Support for content-type and metadata/headers across different message queues and services is not uniform. For example, RabbitMQ has built-in support for content-type, but NATS.io does not.

What's the correct behavior on the host's part when content-type and/or metadata is set in the guest message, but not supported by the underlying implementation?

In scenario where a message is received by the guest via incoming-handler#handle, the resource is associated with the concrete implementation of a message queue it originated from, therefore we can make assumptions on which properties are supported and which are not (like is done in #29)

In cases, where the guest constructs a message, it will only be associated with a concrete message queue once it's passed as a parameter to e.g. producer#send. What is the expected behavior for the host in case e.g. a guest message with content-type set is passed to a types.client, which is associated with NATS.io, which does not support content-type?

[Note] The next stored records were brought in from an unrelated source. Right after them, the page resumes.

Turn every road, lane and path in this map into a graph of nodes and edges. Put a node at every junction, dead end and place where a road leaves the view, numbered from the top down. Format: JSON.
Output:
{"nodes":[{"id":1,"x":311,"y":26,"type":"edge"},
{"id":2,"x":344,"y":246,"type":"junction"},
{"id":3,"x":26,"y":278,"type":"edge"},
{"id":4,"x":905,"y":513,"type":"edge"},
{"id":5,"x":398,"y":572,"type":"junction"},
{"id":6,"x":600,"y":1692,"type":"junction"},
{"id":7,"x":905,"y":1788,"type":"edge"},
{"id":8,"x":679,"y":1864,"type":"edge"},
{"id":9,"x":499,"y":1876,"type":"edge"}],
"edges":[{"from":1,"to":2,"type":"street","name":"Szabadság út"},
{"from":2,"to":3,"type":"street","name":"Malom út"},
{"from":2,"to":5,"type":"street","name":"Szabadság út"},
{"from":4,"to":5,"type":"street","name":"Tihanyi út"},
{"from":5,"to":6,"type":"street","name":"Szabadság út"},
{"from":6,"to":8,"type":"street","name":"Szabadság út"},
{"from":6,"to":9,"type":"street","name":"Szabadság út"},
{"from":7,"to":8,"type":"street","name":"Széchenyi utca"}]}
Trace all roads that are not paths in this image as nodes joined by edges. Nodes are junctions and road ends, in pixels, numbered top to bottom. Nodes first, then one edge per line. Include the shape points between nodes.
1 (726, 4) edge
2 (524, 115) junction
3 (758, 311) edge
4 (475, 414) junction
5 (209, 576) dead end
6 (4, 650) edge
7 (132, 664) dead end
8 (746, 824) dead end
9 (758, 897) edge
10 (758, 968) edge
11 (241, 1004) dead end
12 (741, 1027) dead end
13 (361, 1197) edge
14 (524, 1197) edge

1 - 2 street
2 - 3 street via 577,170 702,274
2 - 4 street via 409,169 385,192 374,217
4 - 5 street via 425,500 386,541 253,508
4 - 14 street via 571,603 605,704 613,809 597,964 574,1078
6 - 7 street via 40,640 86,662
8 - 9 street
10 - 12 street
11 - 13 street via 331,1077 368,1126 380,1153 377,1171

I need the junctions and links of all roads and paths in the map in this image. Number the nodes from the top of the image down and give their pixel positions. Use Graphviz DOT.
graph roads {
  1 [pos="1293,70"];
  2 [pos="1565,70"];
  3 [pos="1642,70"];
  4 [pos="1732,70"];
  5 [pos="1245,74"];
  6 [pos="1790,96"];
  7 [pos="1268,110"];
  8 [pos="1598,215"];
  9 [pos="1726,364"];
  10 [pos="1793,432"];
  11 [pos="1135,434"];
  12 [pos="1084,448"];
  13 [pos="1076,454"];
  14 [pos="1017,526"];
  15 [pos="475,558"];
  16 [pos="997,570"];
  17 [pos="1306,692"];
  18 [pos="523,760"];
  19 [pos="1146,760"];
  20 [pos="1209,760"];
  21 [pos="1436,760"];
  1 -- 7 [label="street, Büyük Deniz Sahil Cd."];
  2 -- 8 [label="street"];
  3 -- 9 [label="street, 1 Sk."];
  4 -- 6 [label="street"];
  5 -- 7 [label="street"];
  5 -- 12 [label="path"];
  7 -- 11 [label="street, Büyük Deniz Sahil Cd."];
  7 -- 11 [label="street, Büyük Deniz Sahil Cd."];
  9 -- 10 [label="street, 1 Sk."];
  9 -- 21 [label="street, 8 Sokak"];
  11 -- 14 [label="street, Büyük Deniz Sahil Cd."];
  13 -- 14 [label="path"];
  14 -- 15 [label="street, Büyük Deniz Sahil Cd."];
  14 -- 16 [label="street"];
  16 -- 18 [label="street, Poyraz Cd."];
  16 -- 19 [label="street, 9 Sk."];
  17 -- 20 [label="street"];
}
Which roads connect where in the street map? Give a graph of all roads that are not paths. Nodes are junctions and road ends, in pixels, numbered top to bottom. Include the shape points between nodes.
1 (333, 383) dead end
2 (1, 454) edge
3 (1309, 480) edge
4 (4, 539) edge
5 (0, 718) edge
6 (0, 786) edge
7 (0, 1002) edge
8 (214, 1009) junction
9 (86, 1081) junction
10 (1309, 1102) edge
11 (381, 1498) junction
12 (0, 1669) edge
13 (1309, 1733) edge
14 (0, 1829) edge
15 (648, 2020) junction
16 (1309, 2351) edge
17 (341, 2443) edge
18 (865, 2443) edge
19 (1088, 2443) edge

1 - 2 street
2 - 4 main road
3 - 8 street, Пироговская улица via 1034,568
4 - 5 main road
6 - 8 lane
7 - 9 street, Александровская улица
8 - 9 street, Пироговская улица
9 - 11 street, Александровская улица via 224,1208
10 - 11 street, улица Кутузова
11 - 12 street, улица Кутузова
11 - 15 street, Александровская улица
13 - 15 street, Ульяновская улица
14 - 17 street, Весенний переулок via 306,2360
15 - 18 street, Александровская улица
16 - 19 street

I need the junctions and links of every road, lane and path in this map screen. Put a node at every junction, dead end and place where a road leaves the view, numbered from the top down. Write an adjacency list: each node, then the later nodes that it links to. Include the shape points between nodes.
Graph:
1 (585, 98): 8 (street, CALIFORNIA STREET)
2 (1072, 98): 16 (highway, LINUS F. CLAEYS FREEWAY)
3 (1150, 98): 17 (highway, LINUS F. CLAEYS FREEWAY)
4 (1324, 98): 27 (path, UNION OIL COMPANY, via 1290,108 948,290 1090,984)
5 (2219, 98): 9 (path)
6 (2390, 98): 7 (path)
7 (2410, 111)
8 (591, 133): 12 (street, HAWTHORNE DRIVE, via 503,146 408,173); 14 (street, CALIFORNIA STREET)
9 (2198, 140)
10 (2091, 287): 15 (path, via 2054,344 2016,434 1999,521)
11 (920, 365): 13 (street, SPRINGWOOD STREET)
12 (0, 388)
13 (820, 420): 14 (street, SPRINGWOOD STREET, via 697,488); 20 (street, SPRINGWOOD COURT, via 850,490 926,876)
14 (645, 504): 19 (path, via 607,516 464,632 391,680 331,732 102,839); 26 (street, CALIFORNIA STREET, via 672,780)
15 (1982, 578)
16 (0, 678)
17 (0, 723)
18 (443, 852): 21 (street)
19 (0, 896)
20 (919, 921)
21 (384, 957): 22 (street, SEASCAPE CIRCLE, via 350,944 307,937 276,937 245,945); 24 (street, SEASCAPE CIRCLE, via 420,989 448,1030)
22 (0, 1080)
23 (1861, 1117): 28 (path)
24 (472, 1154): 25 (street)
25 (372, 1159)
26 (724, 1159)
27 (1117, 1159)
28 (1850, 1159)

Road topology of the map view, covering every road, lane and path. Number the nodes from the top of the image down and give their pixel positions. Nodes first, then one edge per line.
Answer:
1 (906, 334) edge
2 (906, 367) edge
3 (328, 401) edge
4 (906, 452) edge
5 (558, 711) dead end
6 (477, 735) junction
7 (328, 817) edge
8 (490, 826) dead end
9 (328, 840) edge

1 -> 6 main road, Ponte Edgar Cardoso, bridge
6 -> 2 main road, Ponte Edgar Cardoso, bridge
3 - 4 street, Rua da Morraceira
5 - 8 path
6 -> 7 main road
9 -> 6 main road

One potential solution I see here is:

  • Exposing supports-metadata: func() -> bool and supports-content-type: func() -> bool on types.client
  • Removing
    reply: func(reply-to: borrow<message>, message: message) -> result<_, error>;
  • Exposing reply as a getter on the message, therefore enforcing that replies are sent using a specific types.client via producer#send
  • Adding remove-content-type to message

With this functionality, I think we can enforce that, e.g. passing a message carrying content-type to producer#send using a client, which does not support it, results in a hard error.

Another potential improvement here is removing the message constructor altogether and instead, exposing a new_message method on the client.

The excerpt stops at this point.